Les algorithmes graphiques et les bases de données sont également de puissants outils pour détecter les relations cachées entre les caractéristiques personnelles partagées, les chaînes de paiement complexes, la concentration du risque-pays, les comptes qui canalisent de nombreuses transactions et les mouvements rapides de fonds. Ceux-ci peuvent être particulièrement utiles pour réunir des données disparates afin de cerner des relations non détectées auparavant.
Chez PwC Canada, nous aidons nos clients à donner confiance au public en repérant, en surveillant et en évaluant les risques liés à la traite des personnes et à l’esclavage moderne, ainsi qu’en faisant rapport sur le sujet. Nous les épaulons pour développer, mettre au point et mettre en œuvre des modèles d’analytique et d’apprentissage machine, et pour repenser la façon dont ils envisagent la criminalité financière. Pour ce faire, nous leur proposons des moyens plus intelligents et plus efficaces d’assurer leur conformité tout en réalisant des activités qui ont du sens et de l’impact.

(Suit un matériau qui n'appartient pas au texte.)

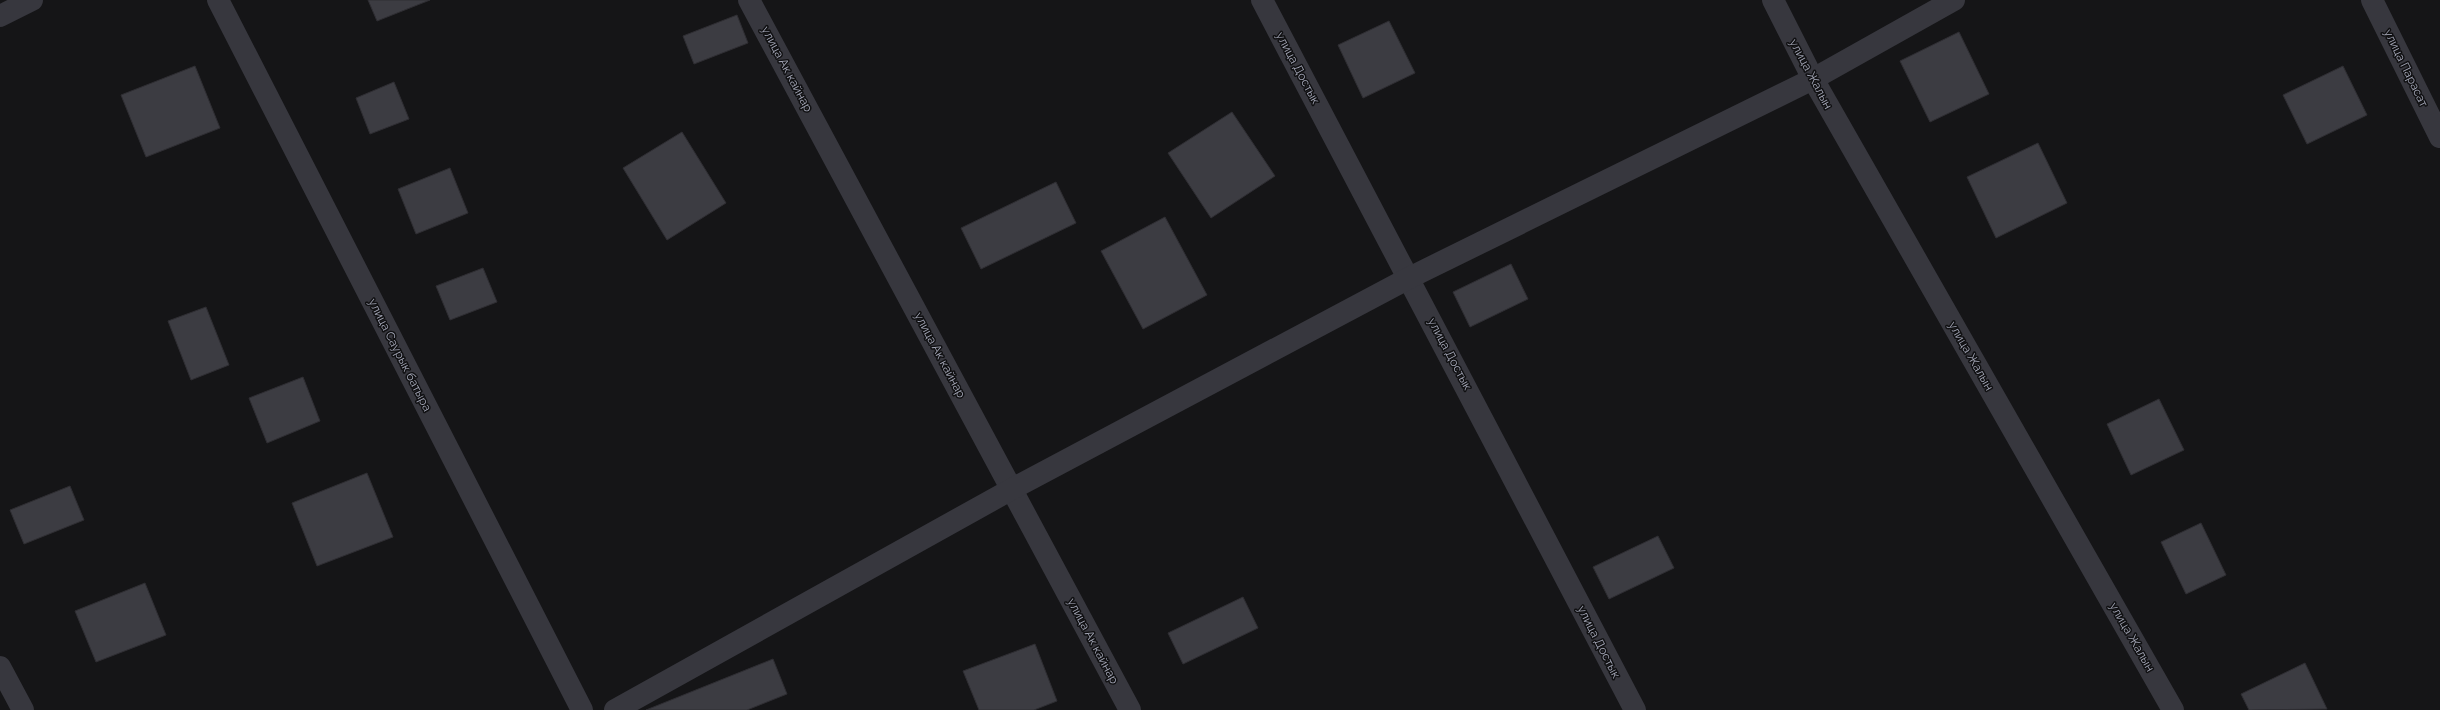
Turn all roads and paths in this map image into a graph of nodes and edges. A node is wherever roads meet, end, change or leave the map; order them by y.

Toutes les entreprises ont un rôle à jouer dans la prévention de la traite des personnes et de l’esclavage moderne. Aux obligations de la nouvelle loi canadienne, qui s’appliquent à plusieurs organisations, s’ajoutent les risques pour la réputation et les considérations éthiques qui s’avèrent tout aussi importants pour de nombreuses autres.
Les institutions financières jouent un rôle crucial dans la détection et la prévention de ces crimes. Nous travaillons donc avec nos clients du secteur des services financiers pour améliorer et adapter leurs processus et systèmes de lutte contre le blanchiment d’argent afin d’y intégrer les signaux d’alerte et les indicateurs liés à la traite des personnes.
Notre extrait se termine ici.